● What this task involves: Of all the lines in these entries, count those that contain "from" and give only the total.

● Records for the exercise:

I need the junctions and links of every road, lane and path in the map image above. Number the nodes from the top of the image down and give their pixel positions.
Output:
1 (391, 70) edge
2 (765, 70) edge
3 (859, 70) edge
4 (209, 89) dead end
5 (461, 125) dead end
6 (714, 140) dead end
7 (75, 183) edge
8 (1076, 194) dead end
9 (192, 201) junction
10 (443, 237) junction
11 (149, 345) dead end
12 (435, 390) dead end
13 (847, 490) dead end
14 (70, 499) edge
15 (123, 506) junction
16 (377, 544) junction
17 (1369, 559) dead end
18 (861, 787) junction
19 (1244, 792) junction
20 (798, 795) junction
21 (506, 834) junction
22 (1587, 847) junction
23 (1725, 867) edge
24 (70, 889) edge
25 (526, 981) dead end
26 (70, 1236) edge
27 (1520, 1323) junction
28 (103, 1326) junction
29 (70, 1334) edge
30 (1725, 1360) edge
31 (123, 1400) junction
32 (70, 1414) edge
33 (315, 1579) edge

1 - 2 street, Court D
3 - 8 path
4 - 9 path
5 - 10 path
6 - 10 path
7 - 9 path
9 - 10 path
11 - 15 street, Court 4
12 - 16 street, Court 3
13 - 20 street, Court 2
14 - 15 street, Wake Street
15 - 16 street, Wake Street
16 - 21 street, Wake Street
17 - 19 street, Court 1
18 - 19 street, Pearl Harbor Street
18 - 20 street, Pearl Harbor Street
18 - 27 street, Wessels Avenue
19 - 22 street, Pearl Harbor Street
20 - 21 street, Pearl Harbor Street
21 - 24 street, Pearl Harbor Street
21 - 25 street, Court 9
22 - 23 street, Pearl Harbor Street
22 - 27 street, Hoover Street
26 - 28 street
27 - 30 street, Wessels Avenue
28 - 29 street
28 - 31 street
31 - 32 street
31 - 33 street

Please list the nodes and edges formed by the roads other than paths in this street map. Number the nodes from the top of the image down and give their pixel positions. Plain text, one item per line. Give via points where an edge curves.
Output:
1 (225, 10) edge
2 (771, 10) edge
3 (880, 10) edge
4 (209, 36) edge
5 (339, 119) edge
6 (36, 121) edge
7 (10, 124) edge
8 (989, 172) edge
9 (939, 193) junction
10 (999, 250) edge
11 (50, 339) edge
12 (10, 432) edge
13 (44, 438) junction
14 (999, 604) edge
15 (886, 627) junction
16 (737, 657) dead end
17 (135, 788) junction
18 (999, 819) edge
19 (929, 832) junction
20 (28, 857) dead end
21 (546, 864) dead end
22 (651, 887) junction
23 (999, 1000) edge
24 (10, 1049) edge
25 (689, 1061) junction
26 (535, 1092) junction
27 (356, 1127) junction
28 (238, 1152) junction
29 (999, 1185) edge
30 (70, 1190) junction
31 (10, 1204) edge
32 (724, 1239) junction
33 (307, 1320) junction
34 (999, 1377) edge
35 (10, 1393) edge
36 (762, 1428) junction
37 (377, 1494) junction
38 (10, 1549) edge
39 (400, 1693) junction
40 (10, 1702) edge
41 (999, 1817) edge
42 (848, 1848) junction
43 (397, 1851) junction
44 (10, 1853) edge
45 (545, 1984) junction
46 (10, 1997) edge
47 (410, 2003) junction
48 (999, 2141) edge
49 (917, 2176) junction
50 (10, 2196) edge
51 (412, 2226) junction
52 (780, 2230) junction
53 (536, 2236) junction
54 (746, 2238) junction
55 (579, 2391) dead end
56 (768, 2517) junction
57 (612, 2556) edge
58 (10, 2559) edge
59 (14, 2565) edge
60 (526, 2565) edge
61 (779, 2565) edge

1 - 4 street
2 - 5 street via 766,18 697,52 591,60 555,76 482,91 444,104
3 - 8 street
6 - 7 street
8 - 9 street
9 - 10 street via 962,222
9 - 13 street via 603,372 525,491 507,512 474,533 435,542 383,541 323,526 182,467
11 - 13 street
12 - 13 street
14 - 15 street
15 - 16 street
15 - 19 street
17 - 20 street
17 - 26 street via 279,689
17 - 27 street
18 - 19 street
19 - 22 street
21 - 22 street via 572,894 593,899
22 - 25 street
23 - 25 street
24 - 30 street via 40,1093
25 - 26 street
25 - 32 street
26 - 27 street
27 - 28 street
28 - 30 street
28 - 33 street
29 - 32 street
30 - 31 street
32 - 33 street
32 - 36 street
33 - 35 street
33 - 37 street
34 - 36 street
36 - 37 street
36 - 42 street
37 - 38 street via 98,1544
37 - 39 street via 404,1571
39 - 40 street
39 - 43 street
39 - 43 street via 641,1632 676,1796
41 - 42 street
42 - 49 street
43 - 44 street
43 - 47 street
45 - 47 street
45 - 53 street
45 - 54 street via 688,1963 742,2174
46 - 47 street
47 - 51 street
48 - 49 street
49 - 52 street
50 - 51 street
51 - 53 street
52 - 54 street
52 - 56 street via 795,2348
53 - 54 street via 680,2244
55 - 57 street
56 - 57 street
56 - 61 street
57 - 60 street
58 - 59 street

● Exercise answer: 2